Published on: April 17, 2019 by Nidhin George

How to troubleshoot an issue – The sysadmin way

Scenario:

For me, a sysadmin is a jack of all, master of few trades. A good sysadmin can play multiple roles effortlessly, in his professional as well as personal life. Once he is into debugging an issue, don’t disturb. That’s the only condition he would have.

I agree that its difficult to document how a sysadmin should trouble shoot the issue in hand. But this is a humble effort to do so and is based on the Master Class videos of Brendan Gregg, available in YouTube.

When you have an issue in hand, what is the first step you would take ?

How did you come to know about the issue ? Was it your customer or users that reported the issue to you verbally ? Or was it reported by your monitoring system ? Let me de-route here a bit. If the issue was not reported by your monitoring system, it is your responsibility to identify the root cause of the the issue and monitor it, so that you get alerted, before the user gets it next time.

If the issue was reported by the user, don’t take it for granted. You must understand the issue from a sysadmin point of view. For example, if a user claims that the server is down, don’t take it for granted and reboot the server. Try to understand why he thinks his server is down, most probably his website will be down, which require a web server restart or it could be even his database server. Before restarting the services please make sure that his public IP is not blocked in the server firewall.

You should duplicate the issue first and understand the root cause then, solve it. You may need temporary solutions or workarounds. But it is better not to settle for temporary and always go for permanent solution.

Duplication is successful. What’s next ?

You need the right tools with you to take this forward in order to troubleshoot the issue. Not just having the tools is enough, but where, when and how to use it is also important. In the above mentioned case, when the customer says the server is down, you were able to duplicate the issue and found that his website is not working while his email server is working. That’s when you need to know how the systems work.

You will have to use the dig/host/nslookup to see whether the website and the mail server are pointing to the same server. You should have a mental flowchart based on elimination.

If they are on the server, flow of your thoughts should be that are you able to ping and then ssh to the server. Now what if the ssh fails. If SSH fails, what is the error message. Is it “Connection refused” or “Connection reset by peer” or “Connection timed out”. Each of these error messages, should take you to different flow and finally you will be able to solve it.

What could be the reasons and how would I find it ?

Always check for the error logs. Almost all the services will have an option to enable the debug or error log level, ranging from errors to information type messages. Irrespective of whether it is an error with hardware or software, the errors are logged. All you have to do is to find the location where the errors are logged and demystifying the errors shown.

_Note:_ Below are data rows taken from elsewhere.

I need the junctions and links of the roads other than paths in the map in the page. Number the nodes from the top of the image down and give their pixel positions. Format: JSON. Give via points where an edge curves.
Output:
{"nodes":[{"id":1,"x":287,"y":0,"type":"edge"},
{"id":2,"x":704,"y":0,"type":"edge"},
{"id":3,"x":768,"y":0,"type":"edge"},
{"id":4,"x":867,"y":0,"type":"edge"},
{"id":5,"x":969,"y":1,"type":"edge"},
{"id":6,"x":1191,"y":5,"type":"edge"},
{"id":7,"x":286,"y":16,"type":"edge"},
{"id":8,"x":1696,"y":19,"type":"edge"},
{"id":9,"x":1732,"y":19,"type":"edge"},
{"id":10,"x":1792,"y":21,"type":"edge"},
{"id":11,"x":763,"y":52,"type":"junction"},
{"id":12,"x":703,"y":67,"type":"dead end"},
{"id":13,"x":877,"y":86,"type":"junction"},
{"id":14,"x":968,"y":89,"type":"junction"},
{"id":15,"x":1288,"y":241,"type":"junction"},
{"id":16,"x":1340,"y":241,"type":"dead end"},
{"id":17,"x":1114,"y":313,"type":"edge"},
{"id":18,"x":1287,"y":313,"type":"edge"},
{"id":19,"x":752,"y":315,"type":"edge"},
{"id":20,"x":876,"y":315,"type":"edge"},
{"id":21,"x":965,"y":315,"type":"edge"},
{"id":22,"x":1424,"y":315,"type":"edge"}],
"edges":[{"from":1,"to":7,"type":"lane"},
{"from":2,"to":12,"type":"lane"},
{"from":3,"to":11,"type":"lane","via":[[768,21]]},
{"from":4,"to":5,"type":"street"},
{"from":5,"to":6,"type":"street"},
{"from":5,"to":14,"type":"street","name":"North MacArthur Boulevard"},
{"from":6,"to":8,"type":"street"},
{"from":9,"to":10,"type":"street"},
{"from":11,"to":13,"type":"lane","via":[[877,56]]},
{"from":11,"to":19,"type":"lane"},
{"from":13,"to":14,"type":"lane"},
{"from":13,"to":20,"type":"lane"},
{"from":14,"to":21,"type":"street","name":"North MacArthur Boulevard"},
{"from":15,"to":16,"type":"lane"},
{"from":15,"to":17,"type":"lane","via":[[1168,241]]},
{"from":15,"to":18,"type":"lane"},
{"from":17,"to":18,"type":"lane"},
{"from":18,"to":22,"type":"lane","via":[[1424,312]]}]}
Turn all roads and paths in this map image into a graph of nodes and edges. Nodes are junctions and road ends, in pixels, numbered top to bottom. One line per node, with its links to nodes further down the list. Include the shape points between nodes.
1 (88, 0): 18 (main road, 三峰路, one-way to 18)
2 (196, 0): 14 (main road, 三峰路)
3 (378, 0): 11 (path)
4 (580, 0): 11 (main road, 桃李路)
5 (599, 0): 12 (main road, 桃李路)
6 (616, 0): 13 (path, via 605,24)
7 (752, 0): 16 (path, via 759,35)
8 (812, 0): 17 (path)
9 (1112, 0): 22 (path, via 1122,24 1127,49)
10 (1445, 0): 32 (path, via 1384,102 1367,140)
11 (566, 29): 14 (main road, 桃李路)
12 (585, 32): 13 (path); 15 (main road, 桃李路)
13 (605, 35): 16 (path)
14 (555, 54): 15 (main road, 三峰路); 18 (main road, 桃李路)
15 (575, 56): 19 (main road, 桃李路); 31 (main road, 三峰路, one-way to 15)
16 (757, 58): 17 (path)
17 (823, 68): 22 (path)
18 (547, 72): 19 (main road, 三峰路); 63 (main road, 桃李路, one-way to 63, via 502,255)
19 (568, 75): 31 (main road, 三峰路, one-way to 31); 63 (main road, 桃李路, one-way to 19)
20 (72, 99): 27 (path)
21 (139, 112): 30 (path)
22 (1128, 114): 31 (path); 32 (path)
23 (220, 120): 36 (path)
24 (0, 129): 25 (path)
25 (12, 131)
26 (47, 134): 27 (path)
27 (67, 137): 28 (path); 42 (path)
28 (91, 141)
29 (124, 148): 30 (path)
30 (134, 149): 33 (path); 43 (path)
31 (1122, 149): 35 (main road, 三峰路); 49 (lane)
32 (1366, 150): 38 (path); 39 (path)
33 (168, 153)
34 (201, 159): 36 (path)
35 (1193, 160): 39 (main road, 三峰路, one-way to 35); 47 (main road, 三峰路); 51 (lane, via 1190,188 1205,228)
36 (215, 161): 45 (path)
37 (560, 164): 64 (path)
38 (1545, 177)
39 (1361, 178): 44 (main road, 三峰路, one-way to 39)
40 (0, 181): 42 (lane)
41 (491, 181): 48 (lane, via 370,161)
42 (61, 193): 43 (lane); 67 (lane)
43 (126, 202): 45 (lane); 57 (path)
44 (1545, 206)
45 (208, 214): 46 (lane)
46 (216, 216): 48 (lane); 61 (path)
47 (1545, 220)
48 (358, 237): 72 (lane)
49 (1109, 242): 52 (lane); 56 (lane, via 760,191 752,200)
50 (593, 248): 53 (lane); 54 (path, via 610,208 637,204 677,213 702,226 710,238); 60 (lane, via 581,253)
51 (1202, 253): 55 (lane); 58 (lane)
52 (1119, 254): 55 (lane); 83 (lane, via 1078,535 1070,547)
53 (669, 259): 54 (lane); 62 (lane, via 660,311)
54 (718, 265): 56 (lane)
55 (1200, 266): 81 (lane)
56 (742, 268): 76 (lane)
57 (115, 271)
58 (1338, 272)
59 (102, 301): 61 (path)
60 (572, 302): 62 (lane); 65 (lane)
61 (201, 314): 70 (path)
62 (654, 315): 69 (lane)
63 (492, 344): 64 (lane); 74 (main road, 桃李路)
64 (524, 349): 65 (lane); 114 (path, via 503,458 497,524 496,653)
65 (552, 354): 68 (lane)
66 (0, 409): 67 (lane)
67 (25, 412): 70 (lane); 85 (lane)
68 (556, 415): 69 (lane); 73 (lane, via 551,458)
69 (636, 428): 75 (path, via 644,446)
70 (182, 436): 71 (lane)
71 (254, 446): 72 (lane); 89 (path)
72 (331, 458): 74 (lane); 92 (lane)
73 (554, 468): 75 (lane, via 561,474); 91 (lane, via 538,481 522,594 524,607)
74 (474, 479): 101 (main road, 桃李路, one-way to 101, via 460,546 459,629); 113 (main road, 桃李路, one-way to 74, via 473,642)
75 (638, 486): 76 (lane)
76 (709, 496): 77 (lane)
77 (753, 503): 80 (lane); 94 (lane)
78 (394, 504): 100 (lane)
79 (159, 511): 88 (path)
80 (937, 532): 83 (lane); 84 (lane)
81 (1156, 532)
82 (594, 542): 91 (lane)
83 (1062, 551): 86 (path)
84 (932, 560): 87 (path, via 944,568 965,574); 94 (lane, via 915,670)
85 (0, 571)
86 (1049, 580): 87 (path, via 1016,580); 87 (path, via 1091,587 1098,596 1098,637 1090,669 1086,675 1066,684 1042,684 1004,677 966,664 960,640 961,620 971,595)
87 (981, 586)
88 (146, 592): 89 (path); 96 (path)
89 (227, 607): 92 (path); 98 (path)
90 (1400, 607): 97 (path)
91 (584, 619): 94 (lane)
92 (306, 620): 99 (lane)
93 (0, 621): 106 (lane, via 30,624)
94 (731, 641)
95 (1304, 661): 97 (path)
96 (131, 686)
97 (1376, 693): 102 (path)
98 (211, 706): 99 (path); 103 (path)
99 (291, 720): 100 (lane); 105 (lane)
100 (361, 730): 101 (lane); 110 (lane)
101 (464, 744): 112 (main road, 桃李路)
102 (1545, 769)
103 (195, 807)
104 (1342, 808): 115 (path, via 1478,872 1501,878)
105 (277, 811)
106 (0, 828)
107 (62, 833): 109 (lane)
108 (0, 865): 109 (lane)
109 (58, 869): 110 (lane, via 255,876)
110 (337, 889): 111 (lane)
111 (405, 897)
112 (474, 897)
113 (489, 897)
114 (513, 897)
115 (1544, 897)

Not just logging is enough, but the error reporting in those logs should be monitored on a regular basis. Unless there is monitoring, you will be waiting for the users to report the errors and that results in bad reputation.

I found the issue and solved it. What’s next ?

First and foremost you should convince or analyze yourself whether the solution you have proposed or put together is temporary or permanent. It should be a permanent fix and shouldn’t repeat. If you fear that it may happen again, the problem is not solved. Work towards a permanent solution which will make sure that the issue wont repeat and if it ever happens, you should be the first to know and solve it before the issue elevates itself to critical level.

Document the issue and the solution. You may have solved it now, but what if the issue repeats in another office network, say, after 3 years. You may have a vague memory that you have seen this issue somewhere, but would have forgotten by now on how you solved it. You will have to reinvent the wheel. That is why documentation is important so that you can come back any time and solve the issues faster.

This also mean that a good sysadmin will make sure that the issue doesn’t repeat on the same server and he will catch it before it happens. However not every sysadmin does, because a sysadmin by nature is a lazy one. But the genius yet lazy sysadmin does it. He documents everything, so that when he is not around, other sysadmins can solve it, and get things moving without disturbing his sleep.

A good sysadmin believes that “prevention is better than cure” and that “a stitch in time saves nine!”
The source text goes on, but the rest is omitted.